Stored items from a collection
-*-*-

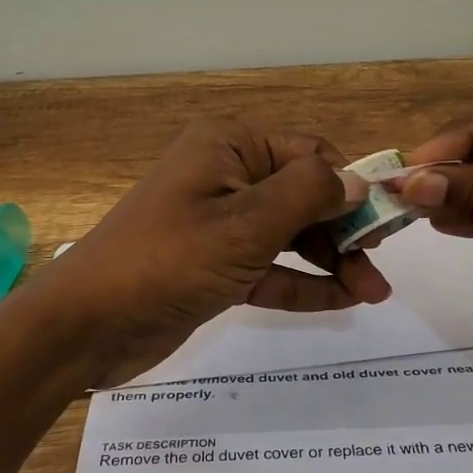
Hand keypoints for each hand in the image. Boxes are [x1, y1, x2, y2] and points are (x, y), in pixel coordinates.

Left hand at [34, 119, 391, 386]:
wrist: (86, 325)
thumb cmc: (167, 260)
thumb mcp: (245, 224)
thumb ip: (307, 195)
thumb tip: (357, 180)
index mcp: (230, 147)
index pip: (310, 153)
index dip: (350, 186)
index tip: (386, 226)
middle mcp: (226, 176)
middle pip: (303, 195)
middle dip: (343, 230)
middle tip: (380, 271)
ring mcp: (219, 223)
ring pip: (289, 235)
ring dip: (330, 260)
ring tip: (374, 294)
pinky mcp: (213, 265)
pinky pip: (268, 267)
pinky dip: (301, 283)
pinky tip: (341, 302)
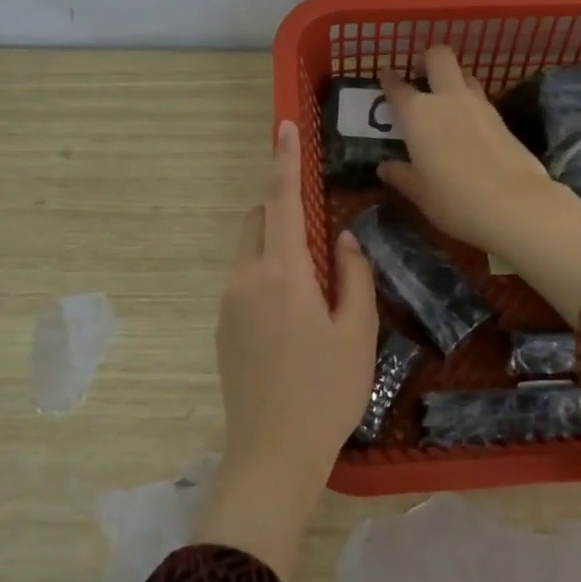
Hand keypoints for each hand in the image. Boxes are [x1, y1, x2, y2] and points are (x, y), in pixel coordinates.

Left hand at [194, 120, 378, 581]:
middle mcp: (245, 278)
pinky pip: (245, 281)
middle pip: (258, 221)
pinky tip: (295, 320)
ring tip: (315, 291)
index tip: (283, 126)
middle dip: (283, 211)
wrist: (271, 455)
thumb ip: (353, 275)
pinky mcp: (223, 328)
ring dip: (276, 247)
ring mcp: (228, 304)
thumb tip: (341, 237)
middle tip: (322, 242)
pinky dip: (268, 275)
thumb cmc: (326, 393)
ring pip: (251, 251)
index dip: (284, 160)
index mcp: (282, 273)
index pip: (281, 200)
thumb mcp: (357, 333)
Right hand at [377, 46, 580, 324]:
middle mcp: (448, 99)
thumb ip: (401, 176)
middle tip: (420, 75)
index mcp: (418, 114)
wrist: (515, 204)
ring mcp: (479, 105)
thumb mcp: (420, 193)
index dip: (389, 80)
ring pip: (464, 75)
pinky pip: (481, 98)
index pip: (398, 87)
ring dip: (452, 80)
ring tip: (444, 102)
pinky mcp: (502, 118)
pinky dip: (470, 103)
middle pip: (439, 56)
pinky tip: (467, 125)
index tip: (386, 77)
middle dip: (427, 60)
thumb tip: (385, 167)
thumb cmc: (455, 199)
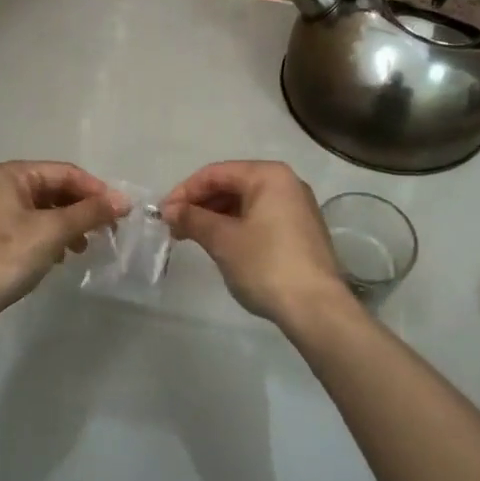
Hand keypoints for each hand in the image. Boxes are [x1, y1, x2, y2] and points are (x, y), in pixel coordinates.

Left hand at [0, 162, 126, 327]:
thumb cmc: (5, 256)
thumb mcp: (53, 231)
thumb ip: (90, 212)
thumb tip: (124, 200)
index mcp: (12, 175)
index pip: (65, 172)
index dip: (96, 190)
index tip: (121, 212)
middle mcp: (2, 186)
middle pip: (56, 189)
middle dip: (83, 208)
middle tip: (109, 230)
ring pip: (46, 210)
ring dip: (70, 225)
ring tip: (85, 246)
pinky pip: (33, 227)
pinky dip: (53, 237)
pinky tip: (62, 257)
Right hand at [159, 161, 354, 329]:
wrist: (316, 308)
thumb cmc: (266, 264)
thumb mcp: (223, 240)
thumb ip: (193, 219)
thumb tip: (169, 209)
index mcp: (269, 175)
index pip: (216, 173)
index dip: (185, 191)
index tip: (163, 214)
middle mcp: (287, 183)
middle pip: (232, 184)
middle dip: (200, 204)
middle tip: (174, 227)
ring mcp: (297, 207)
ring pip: (246, 202)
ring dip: (216, 216)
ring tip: (192, 238)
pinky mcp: (301, 231)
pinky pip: (260, 218)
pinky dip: (237, 226)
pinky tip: (221, 245)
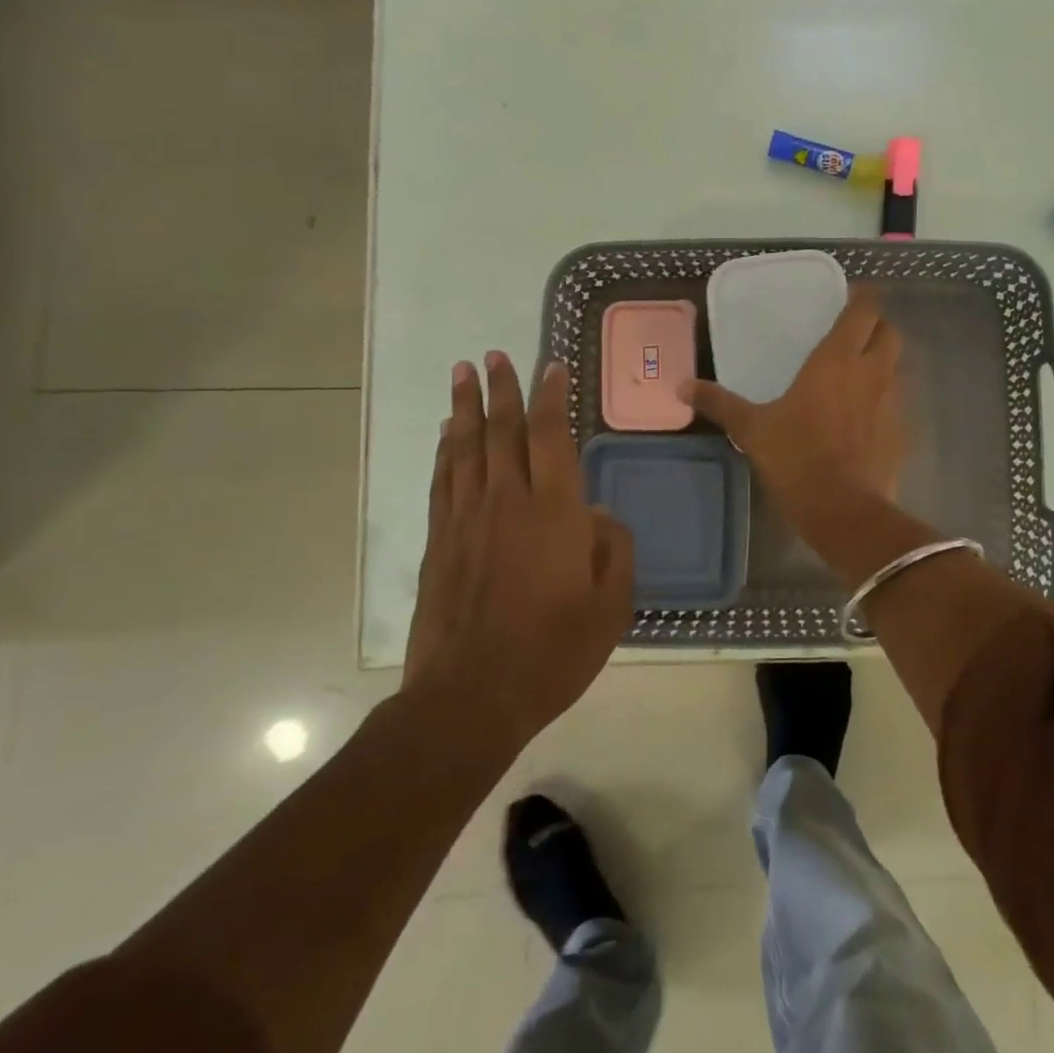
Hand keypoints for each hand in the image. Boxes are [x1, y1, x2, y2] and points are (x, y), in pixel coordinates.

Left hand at [405, 353, 633, 748]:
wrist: (470, 697)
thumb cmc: (552, 652)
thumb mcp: (610, 606)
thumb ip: (614, 551)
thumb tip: (599, 516)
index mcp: (554, 512)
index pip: (551, 436)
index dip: (551, 397)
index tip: (551, 366)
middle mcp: (507, 502)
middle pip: (502, 431)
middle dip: (500, 389)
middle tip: (493, 355)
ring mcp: (467, 519)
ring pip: (466, 448)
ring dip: (465, 408)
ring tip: (463, 374)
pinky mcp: (439, 542)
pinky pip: (443, 481)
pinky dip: (445, 451)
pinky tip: (447, 436)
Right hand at [679, 289, 907, 532]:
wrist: (843, 509)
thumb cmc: (796, 457)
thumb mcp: (752, 428)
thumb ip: (720, 403)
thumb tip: (682, 386)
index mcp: (837, 359)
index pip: (863, 311)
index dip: (863, 298)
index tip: (854, 295)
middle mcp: (872, 371)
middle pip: (890, 332)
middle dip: (878, 326)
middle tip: (856, 332)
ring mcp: (893, 402)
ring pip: (897, 366)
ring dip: (882, 362)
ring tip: (858, 373)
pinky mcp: (902, 431)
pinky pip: (897, 402)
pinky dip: (885, 400)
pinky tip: (865, 417)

-*-*-

● Exercise goal:
Reproduce the entries above exactly, but only the lines between the line holding "wrist: (86, 325)" and the line holding "middle pip: (303, 195)", inclusive.

● Solution to this task:
wrist: (86, 325)
thumb cmc: (167, 260)
thumb mcp: (245, 224)
thumb ip: (307, 195)
thumb tip: (357, 180)
index mcp: (230, 147)
index pip: (310, 153)
index dip: (350, 186)
index tip: (386, 226)
middle mcp: (226, 176)
middle pip: (303, 195)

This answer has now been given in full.